A few minutes into my interview with Nice Major, I got the impression that the Cali-bred Fort Worth-based MC/producer/entrepreneur doesn’t sit still for too long. Besides running his lifestyle brand VctryCrcle and indie label Elete Records, he still finds time to make a lot of dope music.
On April 30, Nice released Nice Major Presents: “Refresher,” Vol. 1, an eight-song collection of smooth, instrumental jazz-funk, heavy on throwback West Coast vibes. Two weeks later, he dropped “Be EAZY,” a woozy slab of smoky G-funk featuring MC Eiht of gangsta rap legends Compton’s Most Wanted. That single was a teaser for 15 Minute High.3, the six-track EP he put out on May 30. Taken together, Nice Major’s new releases are hard evidence that he’s an artist with a lot of forward momentum, even when traveling at the speed of a nostalgic G-funk-era cruise.
“I’m here to motivate and give conclusions / I’m provin’ / N*ggas like you better when you movin’,” Nice raps on 15 Minute’s lead-off track, and in a lot of ways, that theme of forward motion informs everything he does — the laid-back grooves and sunny funk of his production style make his EP and Refresher album feel like two parts of the same scenic journey across a Los Angeles locked in the golden hour, never mind having an actual West Coast OG drop some bars on it.
“Just, you know, growing up watching [MC Eiht] and listening to his music when he was in the classic battle with DJ Quik,” Nice Major said, “and being in iconic movies and being on Kendrick [Lamar’s] projects and [Ryder’s voice in] Grand Theft Auto and things like that — to actually getting this guy on a record and being from the West Coast, man, that was like, ‘You can’t beat that,’ you know what I’m saying?”
Nice Major said local rap impresario Smooth Vega helped him set up the deal with MC Eiht, and that idea, of helping your homies get a win, is VctryCrcle’s foundation.
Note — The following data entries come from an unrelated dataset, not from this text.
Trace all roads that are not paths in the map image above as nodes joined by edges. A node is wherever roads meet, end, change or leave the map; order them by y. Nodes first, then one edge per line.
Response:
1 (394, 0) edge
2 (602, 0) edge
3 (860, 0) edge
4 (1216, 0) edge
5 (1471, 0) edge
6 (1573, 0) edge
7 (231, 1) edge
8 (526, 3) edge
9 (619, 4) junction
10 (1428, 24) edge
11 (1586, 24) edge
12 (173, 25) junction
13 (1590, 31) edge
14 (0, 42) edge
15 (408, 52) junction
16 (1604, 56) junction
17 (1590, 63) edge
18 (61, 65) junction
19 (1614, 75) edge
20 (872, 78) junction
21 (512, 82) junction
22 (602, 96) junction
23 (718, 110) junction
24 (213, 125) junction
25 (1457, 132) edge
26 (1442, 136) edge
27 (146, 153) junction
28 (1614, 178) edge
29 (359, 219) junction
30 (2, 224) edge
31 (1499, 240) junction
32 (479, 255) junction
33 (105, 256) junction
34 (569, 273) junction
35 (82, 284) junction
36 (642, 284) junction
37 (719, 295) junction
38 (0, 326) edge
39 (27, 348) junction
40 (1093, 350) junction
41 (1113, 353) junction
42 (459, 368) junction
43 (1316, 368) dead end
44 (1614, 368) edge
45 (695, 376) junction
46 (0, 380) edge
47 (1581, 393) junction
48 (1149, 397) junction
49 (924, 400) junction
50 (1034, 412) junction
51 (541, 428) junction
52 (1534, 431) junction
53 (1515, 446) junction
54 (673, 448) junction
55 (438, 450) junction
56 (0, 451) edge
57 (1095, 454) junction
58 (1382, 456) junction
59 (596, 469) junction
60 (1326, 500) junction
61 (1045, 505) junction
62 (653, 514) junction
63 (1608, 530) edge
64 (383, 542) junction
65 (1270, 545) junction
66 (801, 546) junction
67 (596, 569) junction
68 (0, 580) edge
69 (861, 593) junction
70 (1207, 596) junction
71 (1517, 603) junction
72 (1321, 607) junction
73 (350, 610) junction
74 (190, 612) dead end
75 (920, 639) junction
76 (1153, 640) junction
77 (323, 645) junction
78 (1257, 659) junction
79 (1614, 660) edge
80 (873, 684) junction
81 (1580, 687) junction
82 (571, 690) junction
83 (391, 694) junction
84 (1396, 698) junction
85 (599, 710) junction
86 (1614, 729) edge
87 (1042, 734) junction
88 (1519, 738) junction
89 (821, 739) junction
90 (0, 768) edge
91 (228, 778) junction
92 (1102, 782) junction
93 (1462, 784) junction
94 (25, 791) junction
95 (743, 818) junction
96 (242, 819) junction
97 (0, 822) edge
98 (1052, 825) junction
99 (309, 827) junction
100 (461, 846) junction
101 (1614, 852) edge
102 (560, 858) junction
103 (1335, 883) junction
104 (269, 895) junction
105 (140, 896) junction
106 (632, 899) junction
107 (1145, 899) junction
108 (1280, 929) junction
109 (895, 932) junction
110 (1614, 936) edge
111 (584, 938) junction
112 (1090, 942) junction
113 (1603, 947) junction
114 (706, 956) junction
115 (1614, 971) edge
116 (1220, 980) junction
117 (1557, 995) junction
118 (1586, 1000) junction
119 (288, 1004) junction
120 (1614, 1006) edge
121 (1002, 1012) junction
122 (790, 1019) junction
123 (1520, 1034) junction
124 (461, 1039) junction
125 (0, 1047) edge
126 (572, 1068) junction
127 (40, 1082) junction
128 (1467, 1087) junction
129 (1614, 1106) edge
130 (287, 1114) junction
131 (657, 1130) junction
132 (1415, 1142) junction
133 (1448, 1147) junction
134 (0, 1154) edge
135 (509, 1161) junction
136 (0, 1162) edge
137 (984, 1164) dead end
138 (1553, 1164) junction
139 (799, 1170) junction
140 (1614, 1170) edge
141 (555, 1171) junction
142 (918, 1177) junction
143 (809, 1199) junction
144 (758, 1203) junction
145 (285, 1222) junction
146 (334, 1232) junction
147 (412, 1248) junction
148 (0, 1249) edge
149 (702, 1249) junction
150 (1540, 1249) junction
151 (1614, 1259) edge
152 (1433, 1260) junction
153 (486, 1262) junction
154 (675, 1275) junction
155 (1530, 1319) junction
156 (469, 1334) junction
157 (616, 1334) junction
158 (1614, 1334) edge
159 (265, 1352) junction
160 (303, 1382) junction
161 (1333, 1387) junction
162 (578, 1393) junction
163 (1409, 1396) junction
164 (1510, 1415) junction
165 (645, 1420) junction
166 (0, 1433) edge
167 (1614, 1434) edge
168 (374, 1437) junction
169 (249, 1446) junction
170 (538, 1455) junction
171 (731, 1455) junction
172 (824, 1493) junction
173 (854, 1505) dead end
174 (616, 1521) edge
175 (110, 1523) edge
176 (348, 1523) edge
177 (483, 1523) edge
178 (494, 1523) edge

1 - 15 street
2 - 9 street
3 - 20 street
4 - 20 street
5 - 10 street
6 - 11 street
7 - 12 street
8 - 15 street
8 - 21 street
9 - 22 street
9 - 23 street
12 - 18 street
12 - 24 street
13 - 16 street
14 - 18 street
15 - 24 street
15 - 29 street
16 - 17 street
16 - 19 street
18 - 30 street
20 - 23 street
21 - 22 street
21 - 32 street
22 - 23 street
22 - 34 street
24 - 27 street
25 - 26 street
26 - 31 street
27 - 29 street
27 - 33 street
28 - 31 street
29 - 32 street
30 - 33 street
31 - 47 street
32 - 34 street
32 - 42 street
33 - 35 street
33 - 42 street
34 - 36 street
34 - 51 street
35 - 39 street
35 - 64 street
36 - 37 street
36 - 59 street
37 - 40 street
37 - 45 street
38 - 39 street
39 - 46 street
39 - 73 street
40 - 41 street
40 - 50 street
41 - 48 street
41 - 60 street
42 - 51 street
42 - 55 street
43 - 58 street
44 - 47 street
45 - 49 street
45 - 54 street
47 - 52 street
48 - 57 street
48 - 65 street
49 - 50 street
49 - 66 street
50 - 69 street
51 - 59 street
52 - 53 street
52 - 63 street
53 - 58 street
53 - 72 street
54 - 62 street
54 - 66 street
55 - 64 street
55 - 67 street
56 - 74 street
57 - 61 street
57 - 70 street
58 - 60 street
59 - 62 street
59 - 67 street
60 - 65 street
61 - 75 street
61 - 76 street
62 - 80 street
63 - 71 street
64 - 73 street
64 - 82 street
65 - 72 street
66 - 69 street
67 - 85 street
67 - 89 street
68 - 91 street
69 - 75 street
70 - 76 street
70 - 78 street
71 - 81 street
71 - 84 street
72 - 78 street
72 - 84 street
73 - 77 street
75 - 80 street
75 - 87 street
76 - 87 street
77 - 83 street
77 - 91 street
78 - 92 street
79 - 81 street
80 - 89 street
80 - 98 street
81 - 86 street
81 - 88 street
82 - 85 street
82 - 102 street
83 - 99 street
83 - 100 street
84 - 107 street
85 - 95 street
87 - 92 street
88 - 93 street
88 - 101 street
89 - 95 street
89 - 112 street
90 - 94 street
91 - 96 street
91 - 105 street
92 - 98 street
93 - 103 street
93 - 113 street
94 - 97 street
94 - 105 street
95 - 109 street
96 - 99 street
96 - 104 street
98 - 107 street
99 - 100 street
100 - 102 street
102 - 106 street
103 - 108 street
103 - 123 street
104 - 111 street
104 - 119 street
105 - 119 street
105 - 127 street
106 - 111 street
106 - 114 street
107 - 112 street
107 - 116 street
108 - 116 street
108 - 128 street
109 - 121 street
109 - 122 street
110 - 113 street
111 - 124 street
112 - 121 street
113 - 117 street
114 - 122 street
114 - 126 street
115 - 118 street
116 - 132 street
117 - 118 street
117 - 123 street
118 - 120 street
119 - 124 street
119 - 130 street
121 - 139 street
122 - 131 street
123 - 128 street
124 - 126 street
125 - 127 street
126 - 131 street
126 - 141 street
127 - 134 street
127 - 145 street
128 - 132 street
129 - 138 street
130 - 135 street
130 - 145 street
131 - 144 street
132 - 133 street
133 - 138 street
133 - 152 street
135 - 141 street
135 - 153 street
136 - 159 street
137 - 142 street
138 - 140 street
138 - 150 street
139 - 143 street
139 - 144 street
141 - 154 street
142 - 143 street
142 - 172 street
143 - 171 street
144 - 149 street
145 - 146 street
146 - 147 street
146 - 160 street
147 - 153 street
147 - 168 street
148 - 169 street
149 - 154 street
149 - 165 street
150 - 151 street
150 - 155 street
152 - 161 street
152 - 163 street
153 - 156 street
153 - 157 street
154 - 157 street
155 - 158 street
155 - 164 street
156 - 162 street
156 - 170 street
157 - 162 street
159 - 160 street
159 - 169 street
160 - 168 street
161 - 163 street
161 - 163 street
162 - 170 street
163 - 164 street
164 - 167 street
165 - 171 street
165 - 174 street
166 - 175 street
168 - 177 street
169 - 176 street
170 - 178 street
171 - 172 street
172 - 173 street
“Even when you lose, you learn something,” Nice Major said, “and that’s not a loss. Everybody winning, not just you — it’s a circle. It’s really all about achieving your goals and, you know, even if it’s a small win, you still celebrate that. I think sometimes, man, we go through life, and we go through things and not celebrate the small steps that we took to get us to the big one … and sometimes, you know, people, they go through certain things, and they just need that person to tell them, ‘Hey, just win today, OK?’ So, that’s what VctryCrcle is all about.”
Of course, Nice Major has had a lot of pretty big wins — VctryCrcle is itself an outgrowth of selling out of merch at his shows to the point that he had to turn his merch into its own brand — and over the course of his career (which started in the early 2000s), he’s shared the stage with greats like Warren G., Dave East, and Lupe Fiasco. Nice Major attributes his successes to his positive hustle outlook and devotion to his craft.
“I’m a good storyteller,” he said. “I like to paint pictures. If it’s not my picture, it’s somebody else who couldn’t tell the story their way, so I told the story. I’m an entrepreneur, so I understand making $20,000 one week and then you’re at $300 the next … I understand grinding it out, you know, being at a place where you’re like, ‘OK, how do I figure this out?’ You find your niche, and you go with it, and you look back, and you’re like, ‘Man, I’ve come so far.’ That’s what some of the music is about. It’s about hustling, like, ‘Ready to make something happen?’ Because life is short. I love what I do so much that there is just not enough time in the day.”
Nice Major, in other words, is trying to make the best use of his time, cramming his days with creative endeavors and trying to open doors for other artists with his music, his brand, and his label. “I’m trying to bring people to the other side of the bridge, to get down with cool, urban, gangsta rap, with old-school rap lifestyle rap. That’s what I’ve been bringing. That’s what I’ve been paving.”